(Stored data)
[Start of section]

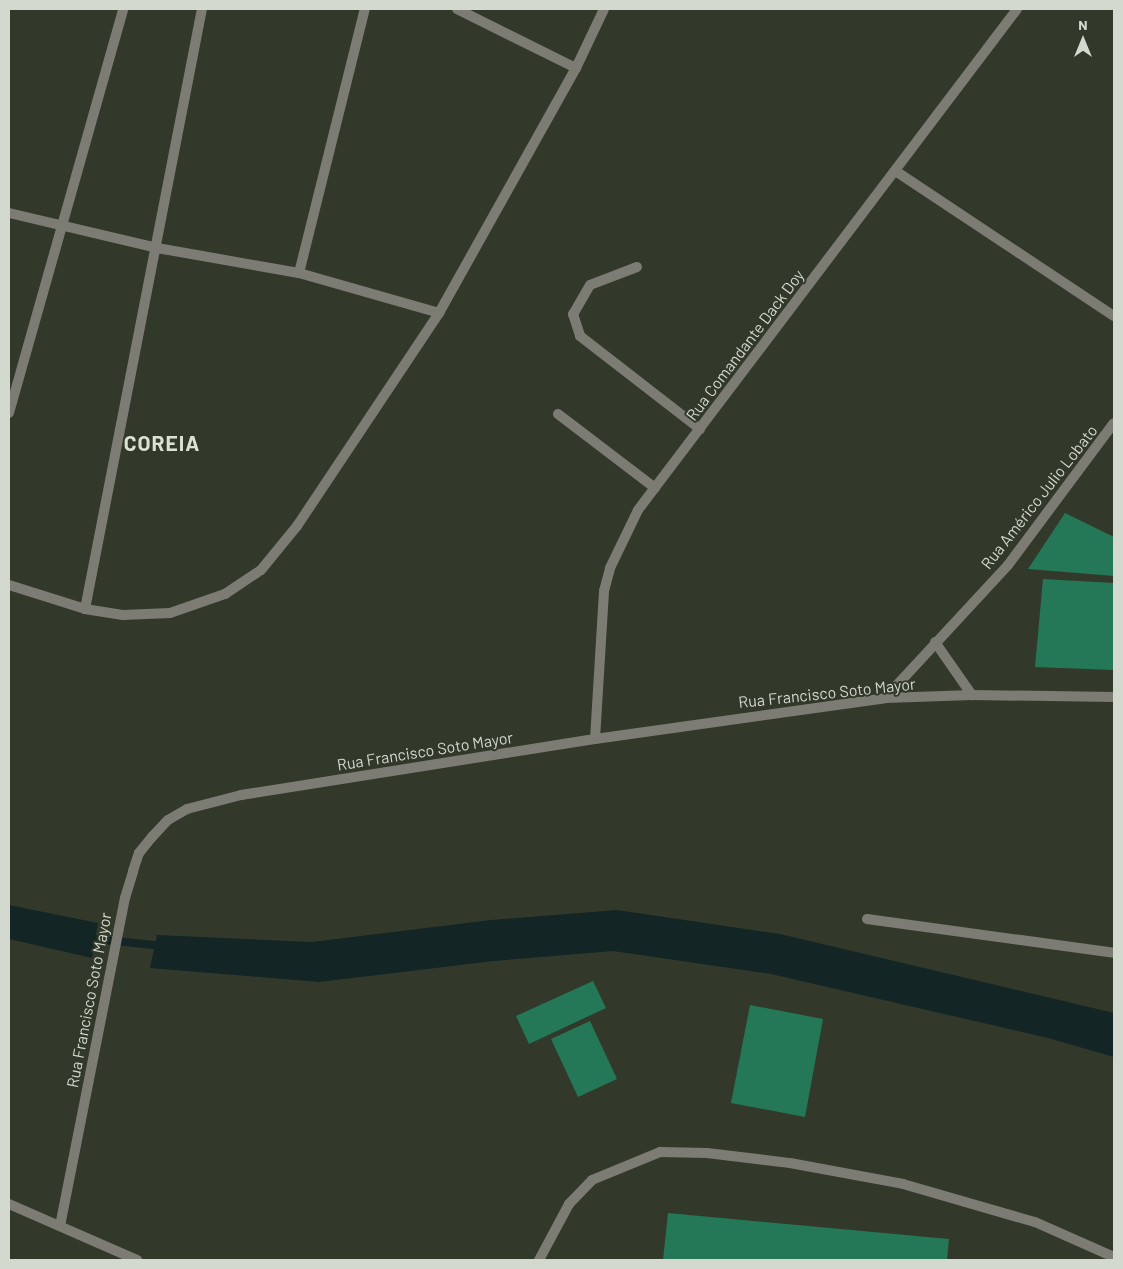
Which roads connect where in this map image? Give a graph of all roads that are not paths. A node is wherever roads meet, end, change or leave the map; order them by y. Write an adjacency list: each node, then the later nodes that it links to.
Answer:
1 (123, 9): 10 (street)
2 (202, 9): 11 (street)
3 (365, 9): 13 (street)
4 (457, 9): 7 (street)
5 (604, 9): 7 (street)
6 (1017, 9): 8 (street, Rua Comandante Dack Doy)
7 (576, 68): 14 (street)
8 (897, 172): 15 (street); 19 (street, Rua Comandante Dack Doy)
9 (9, 213): 10 (street)
10 (60, 225): 11 (street); 16 (street)
11 (157, 248): 13 (street); 22 (street)
12 (637, 267): 19 (street)
13 (299, 273): 14 (street)
14 (438, 313): 22 (street)
15 (1114, 316)
16 (9, 413)
17 (558, 414): 20 (street)
18 (1114, 423): 23 (street, Rua Américo Julio Lobato)
19 (700, 429): 20 (street, Rua Comandante Dack Doy)
20 (655, 488): 27 (street, Rua Comandante Dack Doy)
21 (9, 585): 22 (street)
22 (85, 609)
23 (935, 642): 24 (street); 26 (street, Rua Américo Julio Lobato)
24 (972, 695): 25 (street, Rua Francisco Soto Mayor); 26 (street, Rua Francisco Soto Mayor)
25 (1114, 697)
26 (885, 698): 27 (street, Rua Francisco Soto Mayor)
27 (595, 738): 31 (street, Rua Francisco Soto Mayor)
28 (867, 919): 29 (street)
29 (1114, 953)
30 (9, 1204): 31 (street)
31 (60, 1226): 33 (street)
32 (1114, 1257): 34 (street)
33 (137, 1260)
34 (539, 1260)

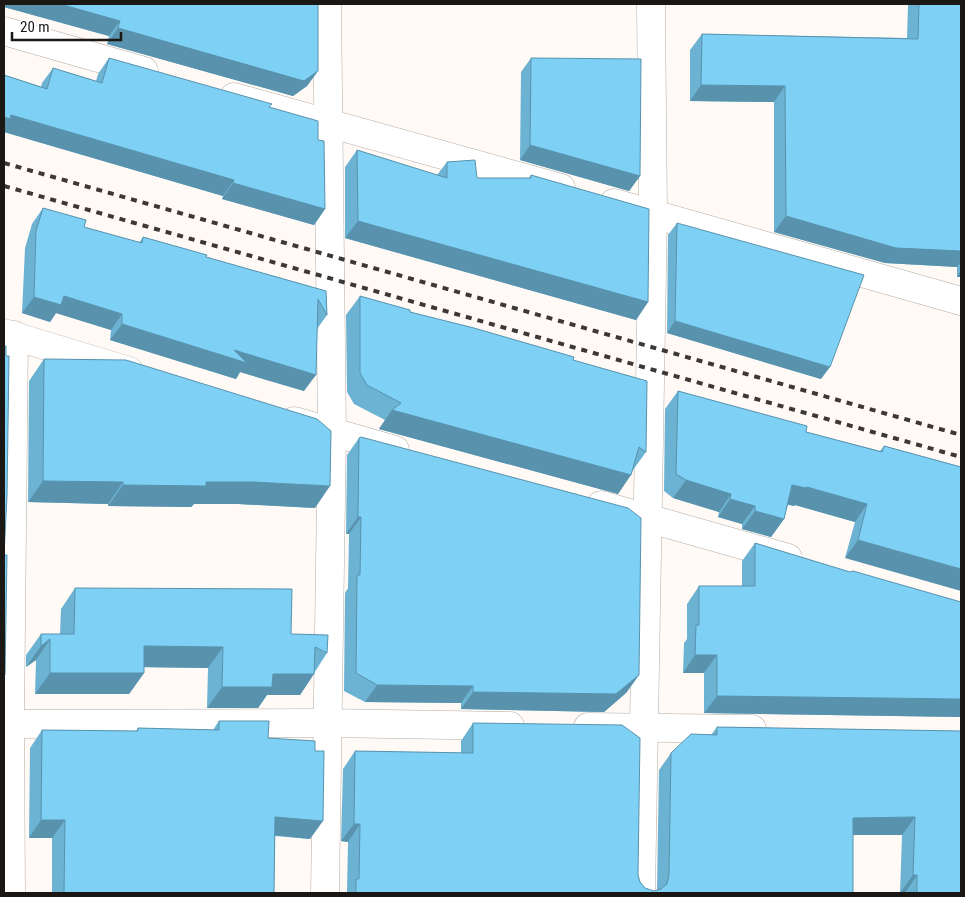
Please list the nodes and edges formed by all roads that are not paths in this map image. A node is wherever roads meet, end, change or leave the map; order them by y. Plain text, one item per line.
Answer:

[End of section]

• TRY IT: If pictures appear among the records, do not carry them over; retype the rest exactly.

• RESPONSE FOR THIS EXERCISE:
Which roads connect where in this map image? Give a graph of all roads that are not paths. A node is wherever roads meet, end, change or leave the map; order them by y. Write an adjacency list: each node, then the later nodes that it links to.
Answer:
1 (123, 9): 10 (street)
2 (202, 9): 11 (street)
3 (365, 9): 13 (street)
4 (457, 9): 7 (street)
5 (604, 9): 7 (street)
6 (1017, 9): 8 (street, Rua Comandante Dack Doy)
7 (576, 68): 14 (street)
8 (897, 172): 15 (street); 19 (street, Rua Comandante Dack Doy)
9 (9, 213): 10 (street)
10 (60, 225): 11 (street); 16 (street)
11 (157, 248): 13 (street); 22 (street)
12 (637, 267): 19 (street)
13 (299, 273): 14 (street)
14 (438, 313): 22 (street)
15 (1114, 316)
16 (9, 413)
17 (558, 414): 20 (street)
18 (1114, 423): 23 (street, Rua Américo Julio Lobato)
19 (700, 429): 20 (street, Rua Comandante Dack Doy)
20 (655, 488): 27 (street, Rua Comandante Dack Doy)
21 (9, 585): 22 (street)
22 (85, 609)
23 (935, 642): 24 (street); 26 (street, Rua Américo Julio Lobato)
24 (972, 695): 25 (street, Rua Francisco Soto Mayor); 26 (street, Rua Francisco Soto Mayor)
25 (1114, 697)
26 (885, 698): 27 (street, Rua Francisco Soto Mayor)
27 (595, 738): 31 (street, Rua Francisco Soto Mayor)
28 (867, 919): 29 (street)
29 (1114, 953)
30 (9, 1204): 31 (street)
31 (60, 1226): 33 (street)
32 (1114, 1257): 34 (street)
33 (137, 1260)
34 (539, 1260)

Please list the nodes and edges formed by all roads that are not paths in this map image. A node is wherever roads meet, end, change or leave the map; order them by y. Plain text, one item per line.
Answer:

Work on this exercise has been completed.